The US plans to keep its special operations forces that hunt insurgent leaders and train local troops in Afghanistan despite an earlier announcement to end the Nato-led combat mission in 2014, a media report has said.
The plan, if approved by President Barack Obama, would amount to the most significant evolution in the military campaign since he sent in 32,000 more troops to wage an intensive and costly counterinsurgency effort in Afghanistan, The New York Times reported citing senior Pentagon officials.
Under the plan, American conventional forces, focused on policing large parts of Afghanistan, will be the first to leave, while thousands of American Special Operations forces (SOF) remain, making up an increasing percentage of the troops on the ground; their number may even grow, the paper said.

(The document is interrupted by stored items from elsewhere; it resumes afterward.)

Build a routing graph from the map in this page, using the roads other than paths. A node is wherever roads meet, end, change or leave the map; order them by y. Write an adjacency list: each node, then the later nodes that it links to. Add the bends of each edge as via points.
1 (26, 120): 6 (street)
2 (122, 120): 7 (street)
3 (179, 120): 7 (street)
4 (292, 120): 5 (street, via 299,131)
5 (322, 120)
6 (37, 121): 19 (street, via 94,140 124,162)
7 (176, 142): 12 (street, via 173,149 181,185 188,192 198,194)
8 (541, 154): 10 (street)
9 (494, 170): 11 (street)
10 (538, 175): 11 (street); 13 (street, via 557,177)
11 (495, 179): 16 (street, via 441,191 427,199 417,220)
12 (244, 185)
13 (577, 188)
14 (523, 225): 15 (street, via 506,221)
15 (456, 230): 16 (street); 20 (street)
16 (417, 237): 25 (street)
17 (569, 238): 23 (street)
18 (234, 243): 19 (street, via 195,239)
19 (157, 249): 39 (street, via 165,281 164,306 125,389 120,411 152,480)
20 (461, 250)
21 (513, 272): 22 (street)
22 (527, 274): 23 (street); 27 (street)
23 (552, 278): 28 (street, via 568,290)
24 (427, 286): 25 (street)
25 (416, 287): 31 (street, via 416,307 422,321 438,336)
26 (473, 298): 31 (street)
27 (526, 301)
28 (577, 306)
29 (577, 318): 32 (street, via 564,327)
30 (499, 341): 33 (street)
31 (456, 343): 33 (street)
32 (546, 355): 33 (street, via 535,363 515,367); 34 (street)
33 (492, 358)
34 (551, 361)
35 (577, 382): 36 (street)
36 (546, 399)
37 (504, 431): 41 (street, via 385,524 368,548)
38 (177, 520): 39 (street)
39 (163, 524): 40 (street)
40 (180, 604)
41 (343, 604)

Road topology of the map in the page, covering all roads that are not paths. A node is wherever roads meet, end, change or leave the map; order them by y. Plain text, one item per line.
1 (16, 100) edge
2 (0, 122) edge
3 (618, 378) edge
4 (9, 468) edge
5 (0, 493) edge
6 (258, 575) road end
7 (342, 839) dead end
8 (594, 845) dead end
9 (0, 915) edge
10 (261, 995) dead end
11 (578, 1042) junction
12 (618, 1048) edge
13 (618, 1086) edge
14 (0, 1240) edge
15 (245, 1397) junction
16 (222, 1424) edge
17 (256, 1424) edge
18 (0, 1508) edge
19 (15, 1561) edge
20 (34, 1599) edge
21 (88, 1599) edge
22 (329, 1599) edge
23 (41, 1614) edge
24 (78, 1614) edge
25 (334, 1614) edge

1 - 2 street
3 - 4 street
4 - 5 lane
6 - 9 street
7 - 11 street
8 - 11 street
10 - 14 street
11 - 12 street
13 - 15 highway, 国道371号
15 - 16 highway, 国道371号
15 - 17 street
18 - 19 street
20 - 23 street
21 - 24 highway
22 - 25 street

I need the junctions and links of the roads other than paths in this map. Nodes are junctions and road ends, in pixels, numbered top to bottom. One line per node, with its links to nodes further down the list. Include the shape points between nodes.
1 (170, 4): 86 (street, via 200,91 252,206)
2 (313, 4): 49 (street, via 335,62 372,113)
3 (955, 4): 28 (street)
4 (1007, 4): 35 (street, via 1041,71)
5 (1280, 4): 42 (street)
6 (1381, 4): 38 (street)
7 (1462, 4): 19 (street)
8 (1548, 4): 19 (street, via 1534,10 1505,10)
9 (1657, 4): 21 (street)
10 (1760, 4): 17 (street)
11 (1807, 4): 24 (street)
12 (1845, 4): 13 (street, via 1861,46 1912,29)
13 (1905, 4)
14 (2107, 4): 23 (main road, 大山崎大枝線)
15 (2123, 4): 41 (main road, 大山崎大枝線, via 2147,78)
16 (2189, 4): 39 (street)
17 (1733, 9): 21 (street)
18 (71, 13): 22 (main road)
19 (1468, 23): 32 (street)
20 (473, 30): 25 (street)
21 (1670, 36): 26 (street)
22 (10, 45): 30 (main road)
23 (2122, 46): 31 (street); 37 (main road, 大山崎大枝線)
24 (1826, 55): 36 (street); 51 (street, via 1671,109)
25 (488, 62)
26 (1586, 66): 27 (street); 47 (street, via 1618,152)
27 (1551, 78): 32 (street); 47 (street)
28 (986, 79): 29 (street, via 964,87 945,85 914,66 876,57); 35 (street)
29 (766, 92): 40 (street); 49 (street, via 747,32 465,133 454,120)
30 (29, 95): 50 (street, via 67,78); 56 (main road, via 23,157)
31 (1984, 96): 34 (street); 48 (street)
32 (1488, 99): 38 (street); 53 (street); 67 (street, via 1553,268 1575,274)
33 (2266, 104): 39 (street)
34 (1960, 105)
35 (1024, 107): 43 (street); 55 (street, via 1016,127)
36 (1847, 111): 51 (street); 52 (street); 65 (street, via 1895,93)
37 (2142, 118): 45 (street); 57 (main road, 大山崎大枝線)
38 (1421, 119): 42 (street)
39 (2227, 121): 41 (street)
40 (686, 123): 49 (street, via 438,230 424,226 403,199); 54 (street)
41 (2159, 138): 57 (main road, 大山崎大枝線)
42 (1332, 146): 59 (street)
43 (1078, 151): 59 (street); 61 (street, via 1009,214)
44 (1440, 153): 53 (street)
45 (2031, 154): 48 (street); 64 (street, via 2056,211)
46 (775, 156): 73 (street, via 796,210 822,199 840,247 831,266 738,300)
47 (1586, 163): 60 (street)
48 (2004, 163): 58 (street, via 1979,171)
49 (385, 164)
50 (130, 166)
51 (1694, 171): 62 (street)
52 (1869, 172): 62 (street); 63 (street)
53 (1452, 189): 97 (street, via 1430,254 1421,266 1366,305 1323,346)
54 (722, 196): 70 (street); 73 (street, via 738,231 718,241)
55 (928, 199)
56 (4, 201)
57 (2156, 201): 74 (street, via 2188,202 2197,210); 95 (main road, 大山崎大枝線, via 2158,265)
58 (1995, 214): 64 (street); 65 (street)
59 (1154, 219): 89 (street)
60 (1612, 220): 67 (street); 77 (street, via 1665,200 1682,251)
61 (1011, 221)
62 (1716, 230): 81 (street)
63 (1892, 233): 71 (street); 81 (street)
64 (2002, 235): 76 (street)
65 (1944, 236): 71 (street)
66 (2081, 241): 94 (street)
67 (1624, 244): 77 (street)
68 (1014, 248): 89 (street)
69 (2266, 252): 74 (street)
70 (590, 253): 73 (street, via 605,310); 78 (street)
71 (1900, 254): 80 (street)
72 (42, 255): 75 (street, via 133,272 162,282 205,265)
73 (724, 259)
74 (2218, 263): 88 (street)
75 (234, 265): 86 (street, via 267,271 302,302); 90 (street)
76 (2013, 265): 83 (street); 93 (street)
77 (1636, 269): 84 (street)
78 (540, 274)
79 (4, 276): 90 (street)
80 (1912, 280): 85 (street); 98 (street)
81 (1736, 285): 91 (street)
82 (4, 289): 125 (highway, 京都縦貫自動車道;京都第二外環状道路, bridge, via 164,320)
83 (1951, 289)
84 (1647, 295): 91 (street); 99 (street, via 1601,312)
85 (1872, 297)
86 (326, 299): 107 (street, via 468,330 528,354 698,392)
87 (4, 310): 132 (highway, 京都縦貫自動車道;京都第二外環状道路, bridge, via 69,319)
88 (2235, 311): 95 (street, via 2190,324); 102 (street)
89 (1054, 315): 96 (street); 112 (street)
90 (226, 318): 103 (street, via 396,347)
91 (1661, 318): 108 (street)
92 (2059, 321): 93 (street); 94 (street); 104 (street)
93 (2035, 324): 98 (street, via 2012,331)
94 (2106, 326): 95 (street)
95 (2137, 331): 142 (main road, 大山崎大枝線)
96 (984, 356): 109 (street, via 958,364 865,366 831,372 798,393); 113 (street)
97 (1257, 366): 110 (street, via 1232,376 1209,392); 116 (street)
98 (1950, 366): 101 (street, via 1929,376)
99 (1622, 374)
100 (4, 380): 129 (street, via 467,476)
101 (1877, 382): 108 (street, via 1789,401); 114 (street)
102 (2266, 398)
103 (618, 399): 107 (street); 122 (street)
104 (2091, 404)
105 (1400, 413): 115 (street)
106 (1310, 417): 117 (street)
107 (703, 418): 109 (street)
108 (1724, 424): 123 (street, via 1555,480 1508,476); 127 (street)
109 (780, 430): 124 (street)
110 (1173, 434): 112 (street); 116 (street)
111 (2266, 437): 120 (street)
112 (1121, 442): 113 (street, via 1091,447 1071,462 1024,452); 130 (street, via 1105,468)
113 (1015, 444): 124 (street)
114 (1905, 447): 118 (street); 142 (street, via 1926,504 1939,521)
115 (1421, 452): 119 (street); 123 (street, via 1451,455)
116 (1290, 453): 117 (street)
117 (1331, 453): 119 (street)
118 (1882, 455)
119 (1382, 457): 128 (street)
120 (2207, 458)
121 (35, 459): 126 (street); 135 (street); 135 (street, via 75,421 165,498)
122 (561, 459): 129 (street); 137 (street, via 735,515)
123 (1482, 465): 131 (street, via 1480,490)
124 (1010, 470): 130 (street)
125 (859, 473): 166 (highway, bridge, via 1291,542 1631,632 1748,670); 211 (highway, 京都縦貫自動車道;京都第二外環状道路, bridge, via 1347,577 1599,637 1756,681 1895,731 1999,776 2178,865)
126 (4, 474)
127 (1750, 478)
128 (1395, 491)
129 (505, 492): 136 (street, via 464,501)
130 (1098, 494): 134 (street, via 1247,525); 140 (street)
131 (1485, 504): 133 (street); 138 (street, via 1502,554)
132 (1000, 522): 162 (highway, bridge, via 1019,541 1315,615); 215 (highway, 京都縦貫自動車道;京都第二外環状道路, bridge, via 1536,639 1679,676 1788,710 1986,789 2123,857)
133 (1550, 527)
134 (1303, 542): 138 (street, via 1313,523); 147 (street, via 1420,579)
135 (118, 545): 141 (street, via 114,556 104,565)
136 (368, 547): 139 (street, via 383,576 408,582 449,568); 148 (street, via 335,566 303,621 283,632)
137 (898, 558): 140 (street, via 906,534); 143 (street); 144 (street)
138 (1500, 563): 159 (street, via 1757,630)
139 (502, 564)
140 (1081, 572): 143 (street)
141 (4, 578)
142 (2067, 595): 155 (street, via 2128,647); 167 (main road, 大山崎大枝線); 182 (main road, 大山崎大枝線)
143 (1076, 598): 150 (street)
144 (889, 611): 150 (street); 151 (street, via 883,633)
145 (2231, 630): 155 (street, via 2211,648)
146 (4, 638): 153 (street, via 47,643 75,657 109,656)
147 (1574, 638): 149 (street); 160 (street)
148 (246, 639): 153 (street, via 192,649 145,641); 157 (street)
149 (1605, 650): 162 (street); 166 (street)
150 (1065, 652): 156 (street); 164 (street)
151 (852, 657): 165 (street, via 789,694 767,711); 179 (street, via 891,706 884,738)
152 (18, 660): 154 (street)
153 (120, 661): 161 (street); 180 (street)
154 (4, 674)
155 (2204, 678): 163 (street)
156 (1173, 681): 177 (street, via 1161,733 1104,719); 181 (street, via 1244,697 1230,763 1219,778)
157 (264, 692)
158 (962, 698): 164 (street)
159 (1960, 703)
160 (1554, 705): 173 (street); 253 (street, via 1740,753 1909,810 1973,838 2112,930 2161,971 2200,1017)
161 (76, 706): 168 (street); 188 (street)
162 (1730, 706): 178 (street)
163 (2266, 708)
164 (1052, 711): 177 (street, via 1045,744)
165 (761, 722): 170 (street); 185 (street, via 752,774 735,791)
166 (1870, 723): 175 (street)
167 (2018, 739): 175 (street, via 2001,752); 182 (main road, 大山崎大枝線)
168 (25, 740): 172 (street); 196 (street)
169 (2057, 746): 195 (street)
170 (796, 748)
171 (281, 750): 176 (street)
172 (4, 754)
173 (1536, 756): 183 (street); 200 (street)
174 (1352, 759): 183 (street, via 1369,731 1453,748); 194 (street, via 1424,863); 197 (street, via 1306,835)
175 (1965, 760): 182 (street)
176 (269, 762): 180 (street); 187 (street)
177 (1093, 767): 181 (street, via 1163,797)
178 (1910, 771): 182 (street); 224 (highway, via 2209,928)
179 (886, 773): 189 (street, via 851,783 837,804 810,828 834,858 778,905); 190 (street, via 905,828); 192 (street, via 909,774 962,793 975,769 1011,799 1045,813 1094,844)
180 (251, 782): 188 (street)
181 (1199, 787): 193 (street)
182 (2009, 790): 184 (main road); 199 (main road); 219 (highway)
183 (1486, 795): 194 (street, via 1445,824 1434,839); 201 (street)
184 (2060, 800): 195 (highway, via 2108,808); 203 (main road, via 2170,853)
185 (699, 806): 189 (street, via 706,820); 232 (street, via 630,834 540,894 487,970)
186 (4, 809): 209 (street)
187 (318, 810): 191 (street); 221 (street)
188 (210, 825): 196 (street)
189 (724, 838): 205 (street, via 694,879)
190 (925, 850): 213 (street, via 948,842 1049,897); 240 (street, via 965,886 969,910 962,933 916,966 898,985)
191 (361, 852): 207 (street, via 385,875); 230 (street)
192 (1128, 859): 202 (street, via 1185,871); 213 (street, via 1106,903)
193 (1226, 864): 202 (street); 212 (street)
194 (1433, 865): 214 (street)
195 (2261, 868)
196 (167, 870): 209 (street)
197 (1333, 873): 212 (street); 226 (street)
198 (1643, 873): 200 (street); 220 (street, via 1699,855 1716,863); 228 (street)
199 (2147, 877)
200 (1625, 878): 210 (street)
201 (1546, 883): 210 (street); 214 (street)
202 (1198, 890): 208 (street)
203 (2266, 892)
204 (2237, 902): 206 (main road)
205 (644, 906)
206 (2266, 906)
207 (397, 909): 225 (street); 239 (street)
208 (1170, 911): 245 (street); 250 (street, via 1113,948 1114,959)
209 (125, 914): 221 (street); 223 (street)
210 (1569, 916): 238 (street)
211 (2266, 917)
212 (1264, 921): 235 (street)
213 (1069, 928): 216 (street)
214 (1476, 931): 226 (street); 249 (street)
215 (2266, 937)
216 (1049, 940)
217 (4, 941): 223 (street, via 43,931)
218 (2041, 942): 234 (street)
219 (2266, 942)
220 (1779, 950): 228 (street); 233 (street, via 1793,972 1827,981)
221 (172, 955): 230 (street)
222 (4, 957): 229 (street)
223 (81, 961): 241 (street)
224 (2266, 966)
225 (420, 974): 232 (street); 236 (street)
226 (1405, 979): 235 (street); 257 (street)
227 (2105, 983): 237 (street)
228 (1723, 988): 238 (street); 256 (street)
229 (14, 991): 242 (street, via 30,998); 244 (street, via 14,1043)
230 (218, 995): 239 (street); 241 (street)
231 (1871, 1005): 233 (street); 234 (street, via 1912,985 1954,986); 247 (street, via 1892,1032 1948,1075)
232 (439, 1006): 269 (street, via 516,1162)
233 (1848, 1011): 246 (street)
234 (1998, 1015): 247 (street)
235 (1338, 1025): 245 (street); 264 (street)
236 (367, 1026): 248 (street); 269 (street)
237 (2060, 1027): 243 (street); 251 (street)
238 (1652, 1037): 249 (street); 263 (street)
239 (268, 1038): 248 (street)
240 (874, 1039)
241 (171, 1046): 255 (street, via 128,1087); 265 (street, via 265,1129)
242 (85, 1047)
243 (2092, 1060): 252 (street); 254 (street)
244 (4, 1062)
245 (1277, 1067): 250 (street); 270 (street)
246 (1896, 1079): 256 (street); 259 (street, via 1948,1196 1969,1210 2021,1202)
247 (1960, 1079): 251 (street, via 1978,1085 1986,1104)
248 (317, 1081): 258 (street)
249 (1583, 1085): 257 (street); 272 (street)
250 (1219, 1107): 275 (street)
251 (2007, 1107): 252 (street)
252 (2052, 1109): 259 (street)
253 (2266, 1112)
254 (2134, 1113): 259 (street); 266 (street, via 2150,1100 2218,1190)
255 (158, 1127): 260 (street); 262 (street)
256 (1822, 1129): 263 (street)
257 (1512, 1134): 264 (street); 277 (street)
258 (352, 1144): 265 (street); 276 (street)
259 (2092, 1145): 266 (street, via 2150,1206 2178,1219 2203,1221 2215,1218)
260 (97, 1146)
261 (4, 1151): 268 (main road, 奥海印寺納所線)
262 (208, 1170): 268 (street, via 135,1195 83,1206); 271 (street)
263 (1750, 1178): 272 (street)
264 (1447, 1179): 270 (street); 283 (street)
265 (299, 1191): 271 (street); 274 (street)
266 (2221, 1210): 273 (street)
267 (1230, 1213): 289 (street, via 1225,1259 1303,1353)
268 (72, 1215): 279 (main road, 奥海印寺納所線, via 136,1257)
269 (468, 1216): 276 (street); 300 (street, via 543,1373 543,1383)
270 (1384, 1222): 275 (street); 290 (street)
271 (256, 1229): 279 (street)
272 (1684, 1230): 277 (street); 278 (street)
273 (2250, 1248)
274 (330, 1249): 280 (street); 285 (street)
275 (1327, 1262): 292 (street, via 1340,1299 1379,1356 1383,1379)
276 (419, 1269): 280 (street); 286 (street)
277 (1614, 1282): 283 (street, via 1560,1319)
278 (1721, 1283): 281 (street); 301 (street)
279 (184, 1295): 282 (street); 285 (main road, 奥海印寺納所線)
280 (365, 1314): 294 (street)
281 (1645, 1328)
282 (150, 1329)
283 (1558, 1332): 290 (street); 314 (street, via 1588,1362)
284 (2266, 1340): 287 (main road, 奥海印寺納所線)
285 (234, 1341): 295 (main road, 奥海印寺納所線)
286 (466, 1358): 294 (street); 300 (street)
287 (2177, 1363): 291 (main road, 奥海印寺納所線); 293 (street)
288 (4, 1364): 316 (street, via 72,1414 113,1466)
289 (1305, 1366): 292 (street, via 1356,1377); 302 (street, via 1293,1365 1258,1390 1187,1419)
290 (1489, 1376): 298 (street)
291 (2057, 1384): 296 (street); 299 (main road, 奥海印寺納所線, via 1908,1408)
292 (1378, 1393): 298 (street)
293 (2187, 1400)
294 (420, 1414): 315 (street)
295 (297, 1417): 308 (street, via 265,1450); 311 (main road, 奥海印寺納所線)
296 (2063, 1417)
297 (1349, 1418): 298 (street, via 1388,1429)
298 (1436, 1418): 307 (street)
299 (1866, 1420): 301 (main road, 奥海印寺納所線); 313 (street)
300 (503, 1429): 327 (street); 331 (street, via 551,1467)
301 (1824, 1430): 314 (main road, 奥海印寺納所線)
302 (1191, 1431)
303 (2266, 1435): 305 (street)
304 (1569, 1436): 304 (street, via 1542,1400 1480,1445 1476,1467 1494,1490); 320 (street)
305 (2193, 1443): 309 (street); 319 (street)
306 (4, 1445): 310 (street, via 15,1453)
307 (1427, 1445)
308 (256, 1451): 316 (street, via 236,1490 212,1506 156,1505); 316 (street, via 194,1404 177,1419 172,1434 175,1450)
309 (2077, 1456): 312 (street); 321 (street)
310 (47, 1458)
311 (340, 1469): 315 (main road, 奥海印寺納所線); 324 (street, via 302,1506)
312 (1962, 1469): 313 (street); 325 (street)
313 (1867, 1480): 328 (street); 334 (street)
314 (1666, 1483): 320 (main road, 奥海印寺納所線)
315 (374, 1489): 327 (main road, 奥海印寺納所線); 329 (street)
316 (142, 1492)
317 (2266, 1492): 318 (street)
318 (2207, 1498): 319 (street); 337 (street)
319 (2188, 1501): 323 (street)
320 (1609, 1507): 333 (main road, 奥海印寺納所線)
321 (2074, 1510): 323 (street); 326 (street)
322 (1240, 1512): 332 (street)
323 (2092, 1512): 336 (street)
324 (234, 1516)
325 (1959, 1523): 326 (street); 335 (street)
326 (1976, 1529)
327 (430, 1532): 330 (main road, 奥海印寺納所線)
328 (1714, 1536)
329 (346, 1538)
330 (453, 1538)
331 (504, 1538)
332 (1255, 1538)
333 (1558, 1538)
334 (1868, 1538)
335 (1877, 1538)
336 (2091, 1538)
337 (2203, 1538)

The evolving strategy is far different from the withdrawal plan for Iraq, where almost all American forces, conventional or otherwise, have left.
The emerging plan is to use Afghanistan's most elite troops to counter any residual terrorist threat over the coming months as well as to devote the military's best trainers to the difficult task of preparing Afghan security forces to take over responsibilities in their country.
The plan would put a particularly heavy focus on Army Special Forces, also known as the Green Berets. They would be in charge of training a variety of Afghan security forces.
Green Berets, created by President John F Kennedy in the 1960s and conducting quiet missions in dozens of nations around the world, are known for what is as called "foreign internal defence" — using combat, mentoring, language and cross-cultural skills to train local forces in rugged environments, the NYT said.
At the same time, the elite commando teams within SOF would continue their raids to hunt down, capture or kill insurgent commanders and terrorist leaders and keep pressure on cells of fighters to prevent them from mounting attacks.